Nestle’s KitKat four fingers fourth time unlucky in trademark row
The UK court says the four-finger KitKat isn't a distinctive enough shape to warrant a trademark
London: The four-finger KitKat isn’t a distinctive enough shape to warrant a trademark, UK Court of Appeal judges said on Wednesday, marking a fourth unsuccessful attempt by owner Nestle SA to protect the famous chocolate bar.
The decision follows two British rulings and a European judgment in the decade-long efforts to trademark the famous candy bar. Mondelez International Inc.’s unit Cadbury UK Ltd. had challenged the latest appeal.
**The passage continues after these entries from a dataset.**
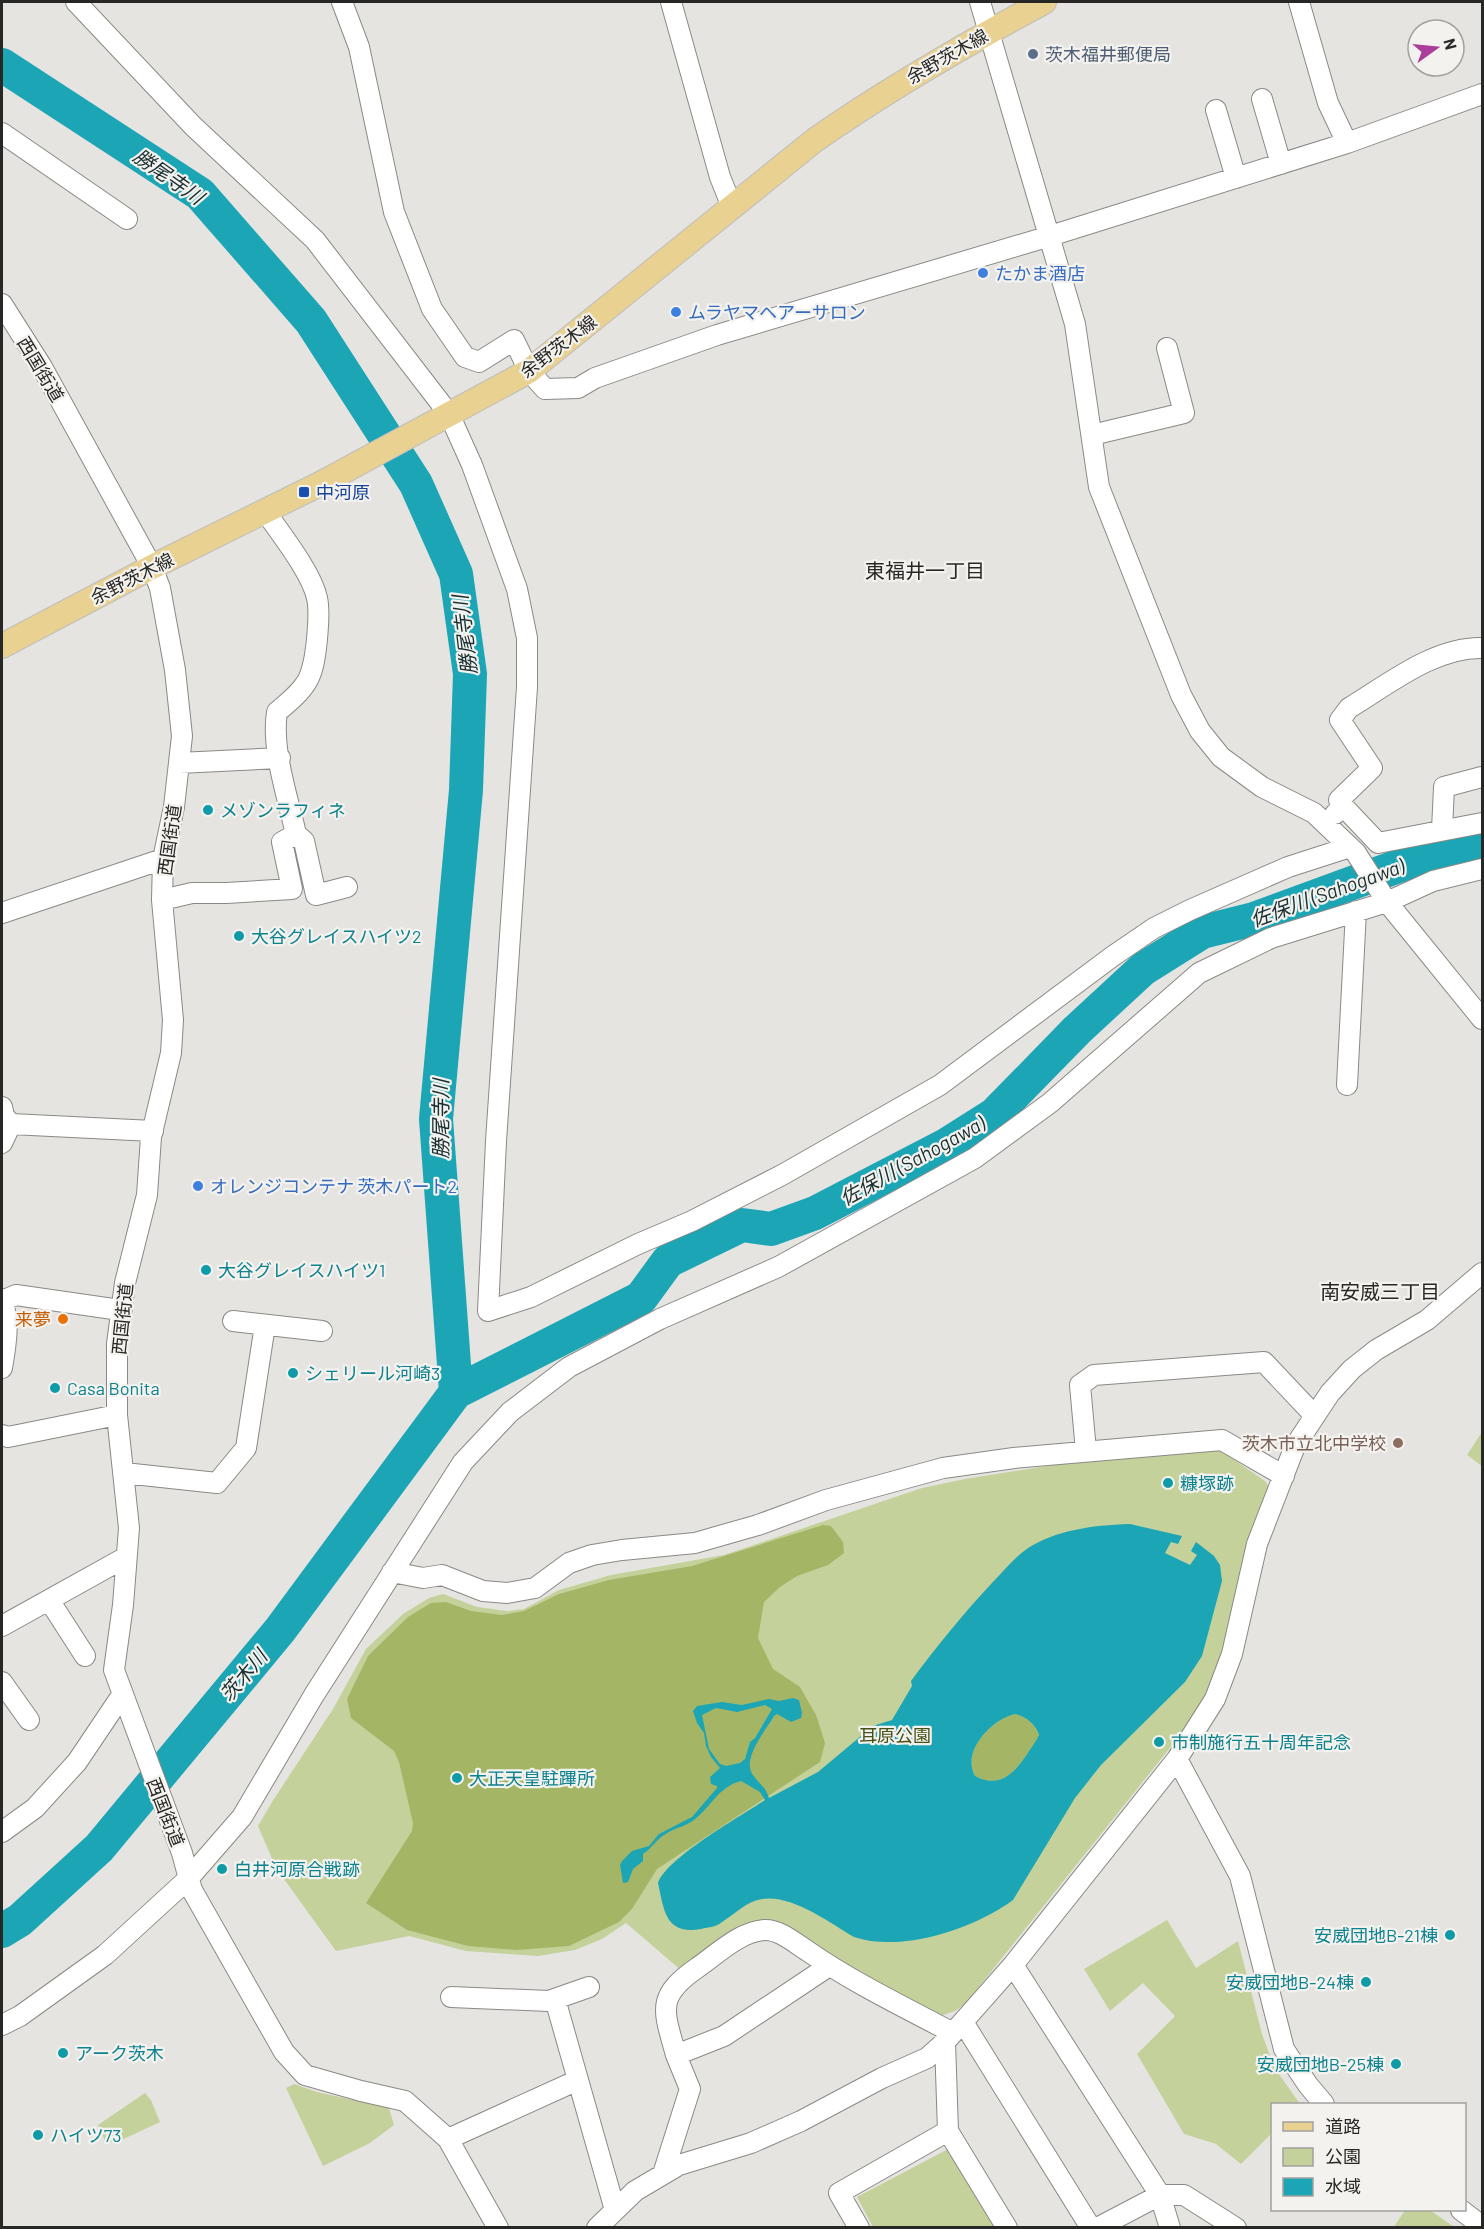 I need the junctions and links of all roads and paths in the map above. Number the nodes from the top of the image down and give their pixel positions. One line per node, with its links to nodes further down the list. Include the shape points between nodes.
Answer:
1 (76, 2): 21 (street, via 193,126 315,240)
2 (342, 2): 20 (street, via 359,47 394,212 432,309 465,357 479,362 514,340)
3 (671, 2): 15 (street)
4 (981, 2): 7 (street)
5 (1044, 2): 7 (main road, 余野茨木線)
6 (1299, 2): 12 (street, via 1328,103)
7 (988, 32): 15 (main road, 余野茨木線, via 863,107); 17 (street)
8 (1482, 94): 12 (street)
9 (1262, 99): 13 (street)
10 (1216, 110): 14 (street)
11 (2, 133): 16 (street)
12 (1347, 143): 13 (street)
13 (1281, 164): 14 (street)
14 (1236, 178): 17 (street)
15 (732, 207): 20 (main road, 余野茨木線)
16 (127, 219)
17 (1050, 236): 20 (street, via 717,335 595,378 578,388 545,389); 22 (street, via 1075,324)
18 (2, 304): 24 (street, 西国街道, via 42,367)
19 (1167, 348): 22 (street, via 1184,413)
20 (529, 371): 21 (main road, 余野茨木線)
21 (444, 417): 23 (main road, 余野茨木線); 35 (street, via 472,465 517,589 527,638 488,1311 531,1297 692,1221 940,1086 1154,928 1288,867)
22 (1092, 435): 31 (street, via 1099,487 1181,695 1200,731 1221,757)
23 (265, 511): 24 (main road, 余野茨木線); 27 (street, via 308,577 317,597 319,621 311,677 301,692 277,712 274,728)
24 (152, 567): 25 (main road, 余野茨木線); 28 (street, 西国街道, via 160,588 175,670 182,736)
25 (2, 646)
26 (1482, 648): 30 (street, via 1440,656 1349,708 1340,720 1371,768 1339,800)
27 (280, 758): 28 (street); 34 (street)
28 (179, 763): 36 (street, 西国街道)
29 (1482, 777): 33 (street, via 1444,786)
30 (1343, 806): 31 (street); 33 (street, via 1378,843)
31 (1325, 823): 35 (street)
32 (1482, 823): 33 (street)
33 (1442, 830)
34 (296, 834): 38 (street, via 304,841 316,895); 39 (street, via 282,842 292,889 192,893)
35 (1353, 850): 40 (street)
36 (163, 859): 39 (street, 西国街道); 42 (street)
37 (1482, 869): 40 (street, via 1433,881)
38 (347, 887)
39 (162, 900): 46 (street, 西国街道, via 173,1020 171,1053)
40 (1387, 902): 41 (street); 43 (street)
41 (1356, 911): 44 (street); 62 (street, via 1271,938 1199,973 1050,1103 975,1158 778,1267 660,1319 569,1367 510,1412 463,1462)
42 (2, 913)
43 (1482, 1019)
44 (1347, 1085)
45 (6, 1116): 46 (street); 47 (street)
46 (153, 1131): 50 (street, 西国街道, via 147,1195)
47 (2, 1143)
48 (1482, 1273): 56 (street, via 1427,1320 1352,1368)
49 (2, 1300): 50 (street, via 16,1295); 54 (street, via 7,1319)
50 (120, 1310): 55 (street, 西国街道)
51 (233, 1321): 52 (street)
52 (265, 1325): 53 (street); 59 (street, via 246,1448 217,1483)
53 (322, 1331)
54 (2, 1368)
55 (117, 1415): 57 (street); 59 (street, 西国街道)
56 (1315, 1416): 58 (street, via 1264,1362 1094,1375 1080,1384); 60 (street, via 1296,1446)
57 (2, 1435)
58 (1086, 1450): 60 (street, via 1222,1440); 62 (street, via 943,1468 826,1500 695,1543 592,1555 569,1563 535,1588 507,1593 483,1591 442,1575 423,1578)
59 (124, 1473): 61 (street, 西国街道, via 129,1528)
60 (1284, 1476): 69 (street, via 1257,1544 1232,1654 1215,1699)
61 (126, 1557): 63 (street); 67 (street, 西国街道, via 114,1670)
62 (392, 1572): 71 (street, via 242,1818)
63 (50, 1600): 64 (street); 65 (street)
64 (2, 1626)
65 (85, 1656)
66 (2, 1682): 68 (street)
67 (122, 1695): 70 (street, via 77,1762 34,1808); 71 (street, 西国街道, via 182,1853)
68 (29, 1720)
69 (1177, 1759): 72 (street); 81 (street, via 1240,1876 1284,2049)
70 (2, 1832)
71 (188, 1879): 77 (street, via 105,1954 21,2016); 83 (street, 西国街道, via 284,2052 305,2075 405,2101)
72 (1013, 1965): 78 (street); 85 (street)
73 (829, 1966): 78 (street); 79 (street, via 724,2036); 79 (street, via 785,1936 766,1930 745,1935 684,1977 668,1995 666,2018)
74 (589, 1987): 76 (street)
75 (452, 1997): 76 (street)
76 (555, 1999): 80 (street)
77 (2, 2025)
78 (953, 2032): 82 (street); 84 (street, via 927,2058 801,2121); 93 (street)
79 (676, 2055): 84 (street, via 690,2089)
80 (578, 2080): 83 (street); 86 (street)
81 (1323, 2103)
82 (948, 2131): 91 (street, via 839,2193); 92 (street)
83 (448, 2139): 89 (street, 西国街道)
84 (663, 2174): 86 (street, via 635,2191)
85 (1160, 2195): 94 (street); 95 (street); 96 (street, via 1184,2195)
86 (615, 2210): 90 (street)
87 (1462, 2211): 88 (street)
88 (1482, 2226)
89 (498, 2228)
90 (597, 2228)
91 (859, 2228)
92 (1007, 2228)
93 (1090, 2228)
94 (1097, 2228)
95 (1170, 2228)
96 (1236, 2228)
The EU General Court ruled in December that chocolate didn’t meet the bar required to deserve a European Union-wide trademark protection.
Three appeal judges agreed with lower courts that the evidence didn’t go “as far as to show that the consumer would perceive the bars in the basket as originating from Nestle and not from others," they said in the ruling. “The distinction may be highly technical, but it is important, because of the nature of the trademark, which gives the trader a monopoly for all time."
The KitKat was first sold in the UK in 1935 by Rowntree & Co., with the shape changing very little since then. Nestle, the world’s biggest food company, bought Rowntree Plc in 1998 and owns the trademark to the bar shape in the rest of Europe.
Nestle said it was disappointed and was considering its next move.
“This judgment does not mean that our four finger-shape is now free for use in the UK or elsewhere," the company said in an emailed statement. “Nestle’s four finger-shapes has been granted trademark registration in many countries of the world, for instance Germany, France, Australia, South Africa and Canada, further protecting it from imitations."
Mondelez said it welcomed the decision.
“As we have previously stated, we do not believe the shape of the KitKat bar should be protected as a trade mark in the UK," the company said.
The UK Trade Marks Registry turned down the application to protect the chocolate bar in Britain in 2013 following the opposition from Cadbury.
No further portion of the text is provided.